Me cuesta tragar la saliva cada vez que salgo a la calle y veo la desilusión de muchos compatriotas. “Son todo lo mismo”, dicen y repiten como una verdad indiscutible e indubitable. Mucho de razón hay en esa desilusión. Sobre todo para esa porción oscilante del electorado. Esa franja a la que se suele señalar como “desideologizada” (si es que la ausencia de ideología es algo posible).
Esa franja de votantes que cuando se empezaba a poner feliz luego de la peor crisis económica de la historia argentina moderna les empezaron a llenar la cabeza con mitos sobre robos y botines más fastuosos que los de Ali Babá en los Cuentos de las Mil y Una Noches; con delirios sobre hordas de mercenarios juveniles entrenados por comandos venezolanos-iraníes listos para atacar a cualquier manifestante pacífico que quisiera salir a cacerolear; con sospechas de ataúdes vacíos, viudas negras asesinas y magnicidas; con presagios de un país que iba derecho a Cuba con escala previa en Venezuela; con la revelación de que vivir con la heladera llena era una mentira inviable e insoportable; con la hijaputez de pensar que reparar los daños sociales producto del abandono del estado, de políticas conservadoras y planes económicos neoliberales era darle al otro algo que no se merecía.

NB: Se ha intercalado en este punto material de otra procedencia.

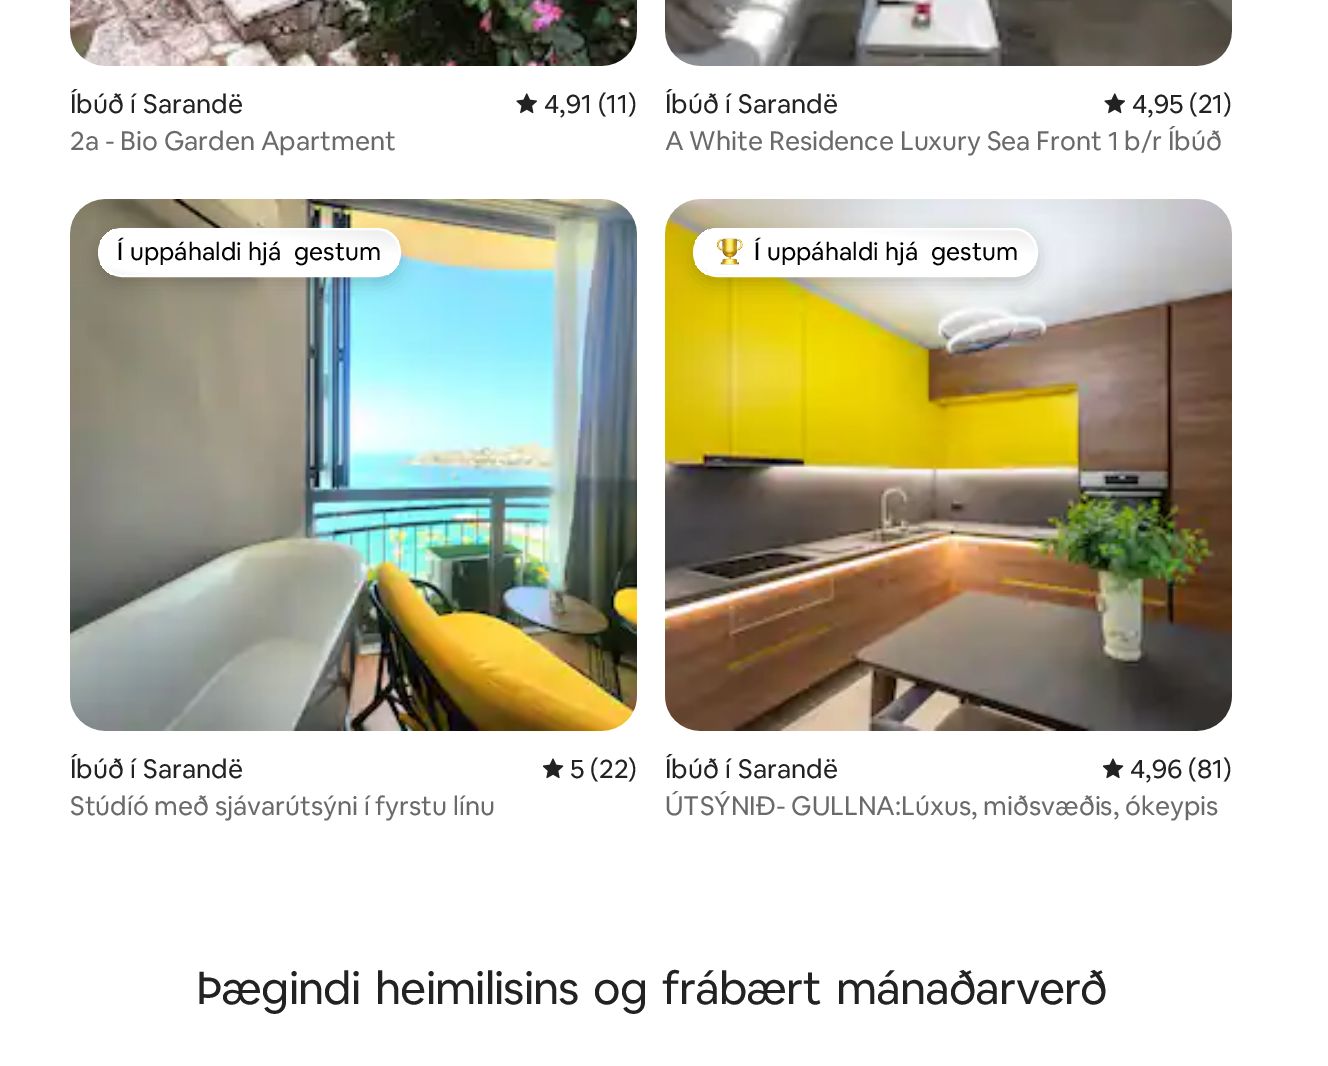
%!PS
<< /PageSize [1328 1066] /PageUsesTransparency true >> setpagedevice
/rgb { 3 { 255 div 3 1 roll } repeat setrgbcolor } def
/font { [ exch dup neg 0 0 3 -1 roll 0 0 ] selectfont } def
/alpha { dup .setfillconstantalpha .setstrokeconstantalpha } def
/roundrect { 5 dict begin { /r /h /w /y /x } { exch def } forall
  x r add y moveto x w add y 2 copy h add r arct x w add y h add x 1 index r arct
  x y h add x y r arct x y 2 copy exch w add exch r arct closepath end } def
/shadow { 12 dict begin { /a /b /q /h /w /y /x } { exch def } forall gsave /was 0 def
  9 -2 -9 { dup b mul 4 div /e exch def 1 sub .425 mul 2.718 exch exp 1 add a .99 .min exch div /now exch def
    1 1 now sub 1 was sub div sub alpha /was now def
    w h .min e 2 mul add 0 gt { x e sub y e sub w e 2 mul add h e 2 mul add
      q e add b .6 mul add w h .min 2 div e add .min 0 .max roundrect fill } if } for grestore end } def
/picture { 5 dict begin { /h /w /y /x /name } { exch def } forall
  gsave x y translate w h scale
  w h 8 [w 0 0 h 0 0] name (r) file false 3 colorimage grestore end } def
0 .pushpdf14devicefilter
0 1066 translate 1 -1 scale
4 setmiterlimit
255 255 255 rgb
0 0 1328 1066 rectfill
(img/1.rgb) 70 0 567 66 picture
(img/2.rgb) 516 93 21 21 picture
(img/3.rgb) 665 0 567 66 picture
(img/2.rgb) 1104 93 21 21 picture
(img/4.rgb) 70 199 567 532 picture
0 0 0 rgb
98 235 303 49 24.5 9 0.16 shadow
gsave
98 228 303 49 24.5 roundrect clip newpath
gsave 100 229 moveto 399 229 lineto 399 275 lineto 100 275 lineto closepath clip newpath
<< /ShadingType 2 /ColorSpace /DeviceRGB /Coords [243 296 256 208] /Extend [true true] /Function << /FunctionType 3 /Domain [0 1] /Functions [<< /FunctionType 2 /Domain [0 1] /C0 [0.945 0.945 0.945] /C1 [1 1 1] /N 1 >> << /FunctionType 2 /Domain [0 1] /C0 [1 1 1] /C1 [1 1 1] /N 1 >> << /FunctionType 2 /Domain [0 1] /C0 [1 1 1] /C1 [0.937 0.937 0.937] /N 1 >> << /FunctionType 2 /Domain [0 1] /C0 [0.937 0.937 0.937] /C1 [0.937 0.937 0.937] /N 1 >>] /Bounds [0.11 0.7 0.94] /Encode [0 1 0 1 0 1 0 1] >> >> shfill grestore
grestore
255 255 255 rgb
2 setlinewidth
99 229 301 47 23.5 roundrect stroke
(img/5.rgb) 543 758 21 21 picture
(img/6.rgb) 665 199 567 532 picture
0 0 0 rgb
693 235 345 49 24.5 9 0.16 shadow
gsave
693 228 345 49 24.5 roundrect clip newpath
gsave 695 229 moveto 1036 229 lineto 1036 275 lineto 695 275 lineto closepath clip newpath
<< /ShadingType 2 /ColorSpace /DeviceRGB /Coords [859 297 871 207] /Extend [true true] /Function << /FunctionType 3 /Domain [0 1] /Functions [<< /FunctionType 2 /Domain [0 1] /C0 [0.945 0.945 0.945] /C1 [1 1 1] /N 1 >> << /FunctionType 2 /Domain [0 1] /C0 [1 1 1] /C1 [1 1 1] /N 1 >> << /FunctionType 2 /Domain [0 1] /C0 [1 1 1] /C1 [0.937 0.937 0.937] /N 1 >> << /FunctionType 2 /Domain [0 1] /C0 [0.937 0.937 0.937] /C1 [0.937 0.937 0.937] /N 1 >>] /Bounds [0.11 0.7 0.94] /Encode [0 1 0 1 0 1 0 1] >> >> shfill grestore
grestore
255 255 255 rgb
694 229 343 47 23.5 roundrect stroke
(img/7.rgb) 708 228 35 46 picture
(img/5.rgb) 1103 758 21 21 picture
/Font-Regular 26.25 font
34 34 34 rgb
70 113 moveto 1 0 32 (Íbúð í Sarandë) widthshow
544 113 moveto (4,91 \(11\)) show
106 106 106 rgb
70 150 moveto (2a - Bio Garden Apartment) show
34 34 34 rgb
665 113 moveto 1 0 32 (Íbúð í Sarandë) widthshow
1132 113 moveto (4,95 \(21\)) show
106 106 106 rgb
665 150 moveto (A White Residence Luxury Sea Front 1 b/r Íbúð) show
/Font-Regular 24.5 font
0 0 0 rgb
117 260 moveto 1.5 0 32 (Í uppáhaldi hjá) widthshow
294 260 moveto 1.5 0 32 (gestum) widthshow
/Font-Regular 26.25 font
34 34 34 rgb
70 778 moveto 1 0 32 (Íbúð í Sarandë) widthshow
570 778 moveto (5 \(22\)) show
106 106 106 rgb
70 815 moveto (Stúdíó með sjávarútsýni í fyrstu línu) show
/Font-Regular 24.5 font
0 0 0 rgb
754 260 moveto 1.5 0 32 (Í uppáhaldi hjá) widthshow
931 260 moveto 1.5 0 32 (gestum) widthshow
/Font-Regular 26.25 font
34 34 34 rgb
665 778 moveto 1 0 32 (Íbúð í Sarandë) widthshow
1130 778 moveto (4,96 \(81\)) show
106 106 106 rgb
665 815 moveto (ÚTSÝNIÐ- GULLNA:Lúxus, miðsvæðis, ókeypis) show
/Font-Regular 45.5 font
34 34 34 rgb
196 1004 moveto 6 0 32 -0.9 0 (Þægindi heimilisins og frábært mánaðarverð) awidthshow
.poppdf14devicefilter showpage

Nos dijeron que ese amor no era conveniente para nosotros. Que sufríamos, pero no lo notábamos porque estábamos ciegamente enamorados como unos tortolitos adolescentes. Nos mostraron los defectos donde creíamos ver virtudes. Nos fotografiaron muecas desencajadas donde había sonrisas. Nos reinterpretaron las palabras de reconciliación y reparación para que entendiéramos que sólo se trataban de viejos rencores y cuentas pendientes del pasado setentista. Revolvieron las aguas de nuestro ser argento para levantar los sedimentos del enano fascista que todos llevamos adentro.
Nos prometieron un amor mejorado. Un amor de felices por siempre, pero resultó la trágica historia en la que la amante que nos encandiló con su gracia y su lengua de oro nos da la muerte a sorbos, pero no nos mata sólo la vida sino también la capacidad de volver a enamorarnos.
El problema es que ahora todo daría lo mismo. Los que se fueron o los que están y que venga lo que venga total no nos queda otra que seguir insoportablemente vivos.
Han dejado la tierra abonada para que cualquier sapo se convierta en príncipe.